■ Dataset extract
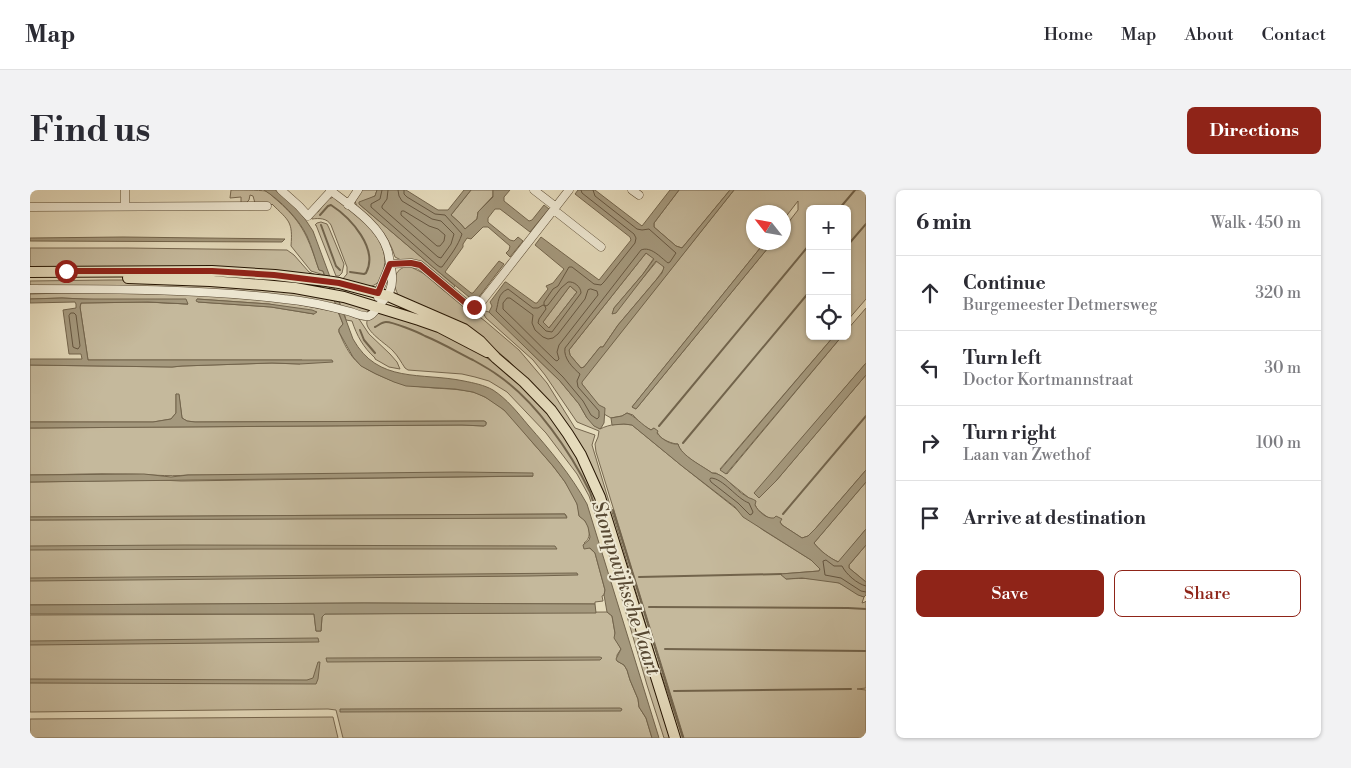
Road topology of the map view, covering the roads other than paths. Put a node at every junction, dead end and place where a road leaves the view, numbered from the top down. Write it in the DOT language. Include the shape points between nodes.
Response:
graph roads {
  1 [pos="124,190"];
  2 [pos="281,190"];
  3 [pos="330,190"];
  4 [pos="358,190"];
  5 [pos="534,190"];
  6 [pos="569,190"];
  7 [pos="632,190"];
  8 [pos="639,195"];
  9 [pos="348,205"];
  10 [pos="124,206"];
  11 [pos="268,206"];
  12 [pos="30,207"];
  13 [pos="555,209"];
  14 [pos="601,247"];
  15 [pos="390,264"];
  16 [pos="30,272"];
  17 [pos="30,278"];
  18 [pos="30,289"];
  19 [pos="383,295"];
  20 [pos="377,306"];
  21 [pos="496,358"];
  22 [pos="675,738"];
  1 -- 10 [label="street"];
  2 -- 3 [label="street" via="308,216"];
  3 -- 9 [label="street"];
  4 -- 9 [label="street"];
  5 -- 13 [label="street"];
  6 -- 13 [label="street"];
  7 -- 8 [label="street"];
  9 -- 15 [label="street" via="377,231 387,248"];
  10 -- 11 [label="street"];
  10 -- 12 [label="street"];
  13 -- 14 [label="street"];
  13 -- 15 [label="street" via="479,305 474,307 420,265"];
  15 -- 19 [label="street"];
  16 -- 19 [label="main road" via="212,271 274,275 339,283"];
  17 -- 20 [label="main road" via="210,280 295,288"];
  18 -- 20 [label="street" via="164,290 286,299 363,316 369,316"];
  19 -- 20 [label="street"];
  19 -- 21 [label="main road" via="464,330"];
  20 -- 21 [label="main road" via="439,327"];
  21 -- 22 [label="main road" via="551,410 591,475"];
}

■ What is required
When you repeat the data, keep it exact and drop every picture.

■ Task output
Road topology of the map view, covering the roads other than paths. Put a node at every junction, dead end and place where a road leaves the view, numbered from the top down. Write it in the DOT language. Include the shape points between nodes.
Response:
graph roads {
  1 [pos="124,190"];
  2 [pos="281,190"];
  3 [pos="330,190"];
  4 [pos="358,190"];
  5 [pos="534,190"];
  6 [pos="569,190"];
  7 [pos="632,190"];
  8 [pos="639,195"];
  9 [pos="348,205"];
  10 [pos="124,206"];
  11 [pos="268,206"];
  12 [pos="30,207"];
  13 [pos="555,209"];
  14 [pos="601,247"];
  15 [pos="390,264"];
  16 [pos="30,272"];
  17 [pos="30,278"];
  18 [pos="30,289"];
  19 [pos="383,295"];
  20 [pos="377,306"];
  21 [pos="496,358"];
  22 [pos="675,738"];
  1 -- 10 [label="street"];
  2 -- 3 [label="street" via="308,216"];
  3 -- 9 [label="street"];
  4 -- 9 [label="street"];
  5 -- 13 [label="street"];
  6 -- 13 [label="street"];
  7 -- 8 [label="street"];
  9 -- 15 [label="street" via="377,231 387,248"];
  10 -- 11 [label="street"];
  10 -- 12 [label="street"];
  13 -- 14 [label="street"];
  13 -- 15 [label="street" via="479,305 474,307 420,265"];
  15 -- 19 [label="street"];
  16 -- 19 [label="main road" via="212,271 274,275 339,283"];
  17 -- 20 [label="main road" via="210,280 295,288"];
  18 -- 20 [label="street" via="164,290 286,299 363,316 369,316"];
  19 -- 20 [label="street"];
  19 -- 21 [label="main road" via="464,330"];
  20 -- 21 [label="main road" via="439,327"];
  21 -- 22 [label="main road" via="551,410 591,475"];
}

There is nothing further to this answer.